* [Data section]
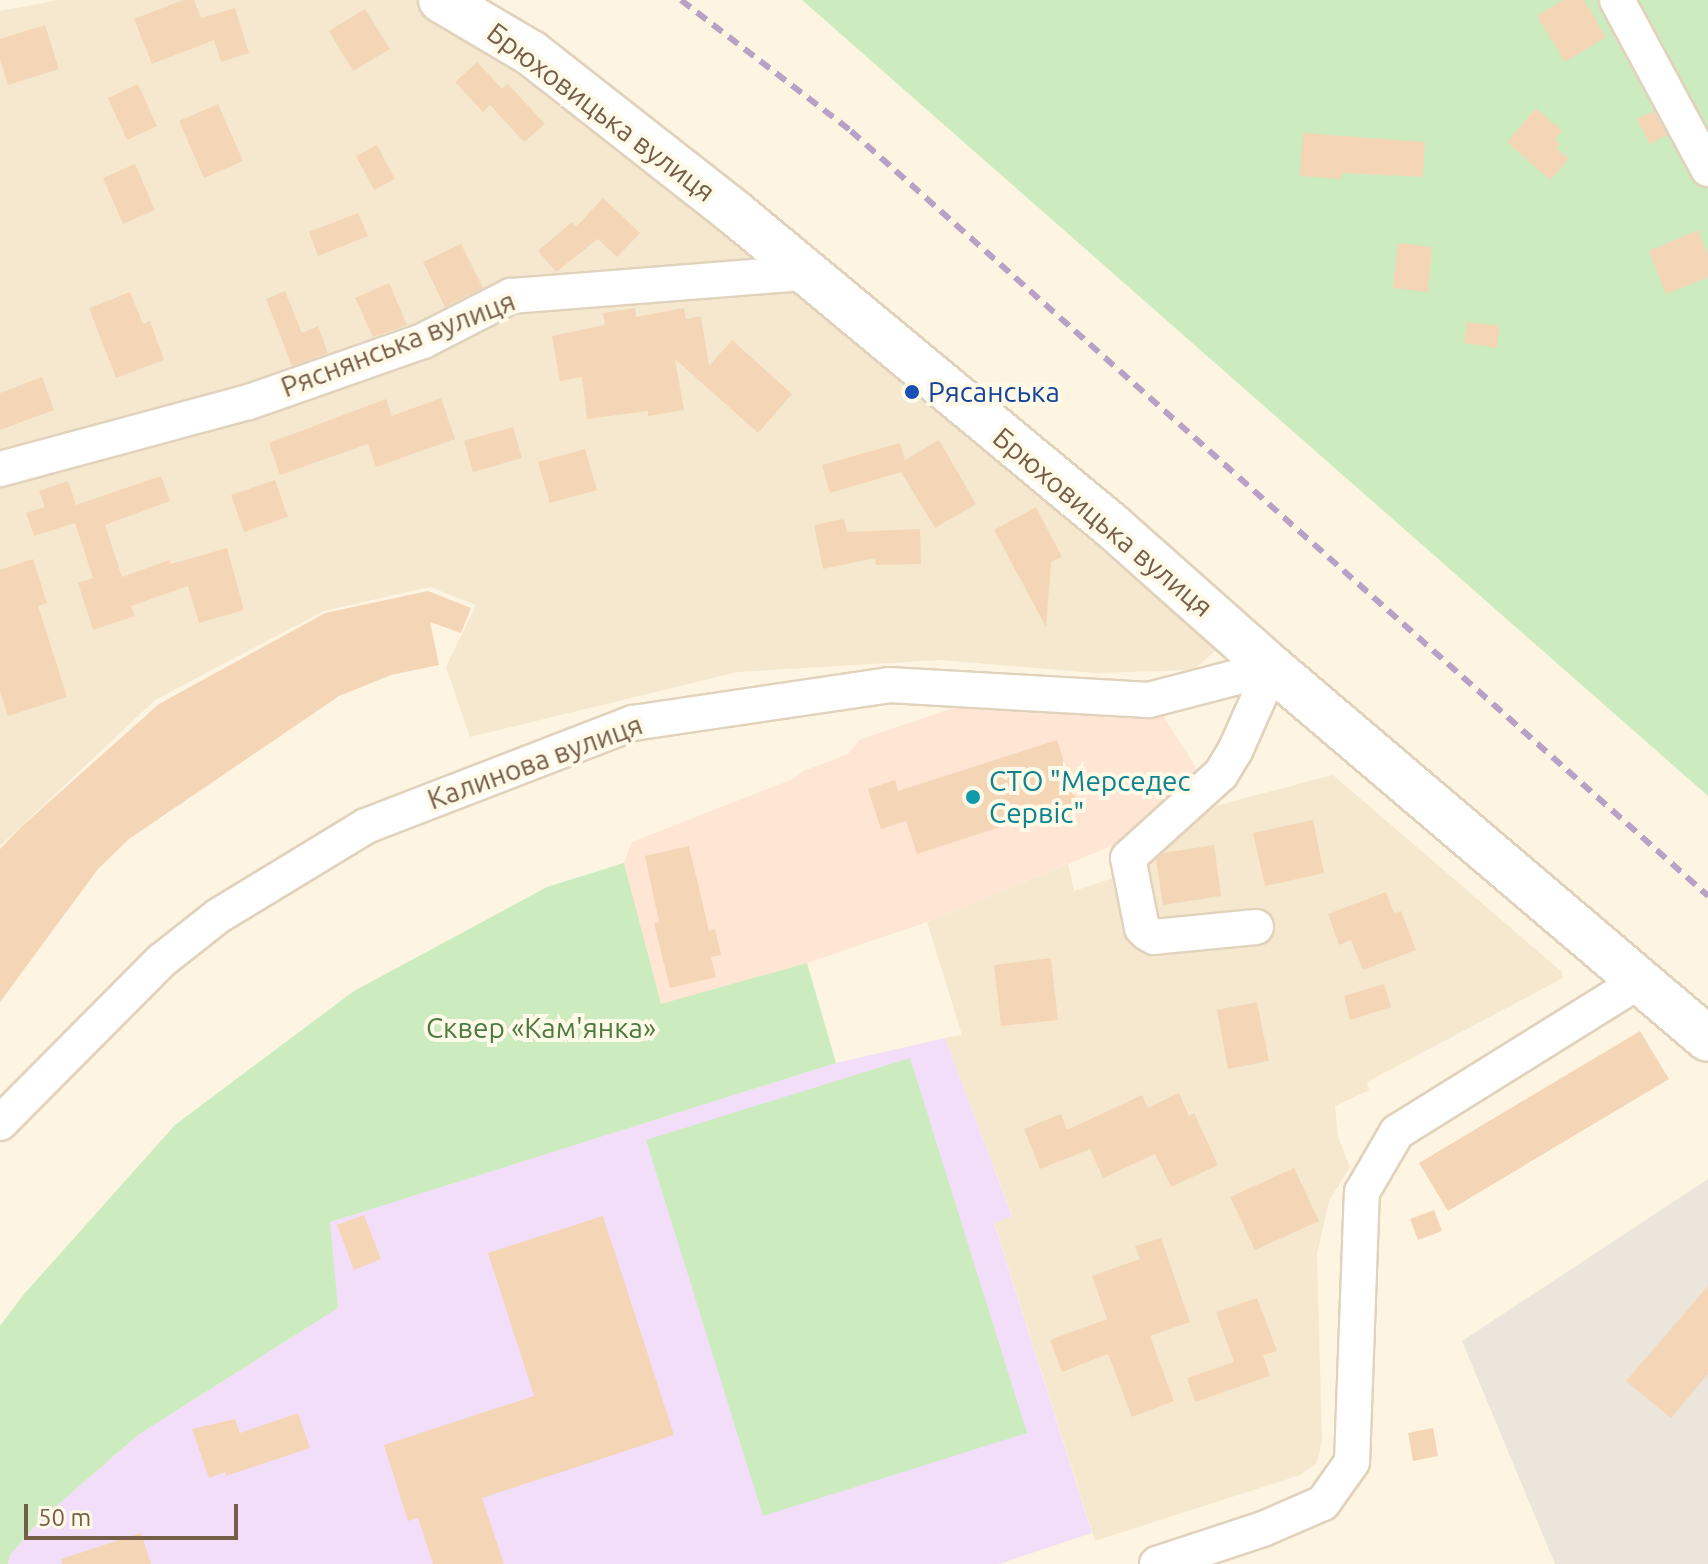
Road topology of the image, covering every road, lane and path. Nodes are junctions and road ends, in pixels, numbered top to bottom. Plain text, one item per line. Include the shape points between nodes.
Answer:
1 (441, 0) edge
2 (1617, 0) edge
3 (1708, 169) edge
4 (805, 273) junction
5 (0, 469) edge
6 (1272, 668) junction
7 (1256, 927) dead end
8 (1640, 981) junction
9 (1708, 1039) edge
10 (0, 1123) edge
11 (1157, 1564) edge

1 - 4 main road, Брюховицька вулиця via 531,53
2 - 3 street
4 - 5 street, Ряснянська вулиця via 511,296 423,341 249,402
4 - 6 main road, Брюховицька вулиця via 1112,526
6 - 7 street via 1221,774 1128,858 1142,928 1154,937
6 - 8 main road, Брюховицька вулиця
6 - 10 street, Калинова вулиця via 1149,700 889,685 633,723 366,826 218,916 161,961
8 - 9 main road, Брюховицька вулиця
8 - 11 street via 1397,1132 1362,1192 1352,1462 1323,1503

* [What the exercise asks] Retype the listing verbatim, minus every image.

* [Result]
Road topology of the image, covering every road, lane and path. Nodes are junctions and road ends, in pixels, numbered top to bottom. Plain text, one item per line. Include the shape points between nodes.
Answer:
1 (441, 0) edge
2 (1617, 0) edge
3 (1708, 169) edge
4 (805, 273) junction
5 (0, 469) edge
6 (1272, 668) junction
7 (1256, 927) dead end
8 (1640, 981) junction
9 (1708, 1039) edge
10 (0, 1123) edge
11 (1157, 1564) edge

1 - 4 main road, Брюховицька вулиця via 531,53
2 - 3 street
4 - 5 street, Ряснянська вулиця via 511,296 423,341 249,402
4 - 6 main road, Брюховицька вулиця via 1112,526
6 - 7 street via 1221,774 1128,858 1142,928 1154,937
6 - 8 main road, Брюховицька вулиця
6 - 10 street, Калинова вулиця via 1149,700 889,685 633,723 366,826 218,916 161,961
8 - 9 main road, Брюховицька вулиця
8 - 11 street via 1397,1132 1362,1192 1352,1462 1323,1503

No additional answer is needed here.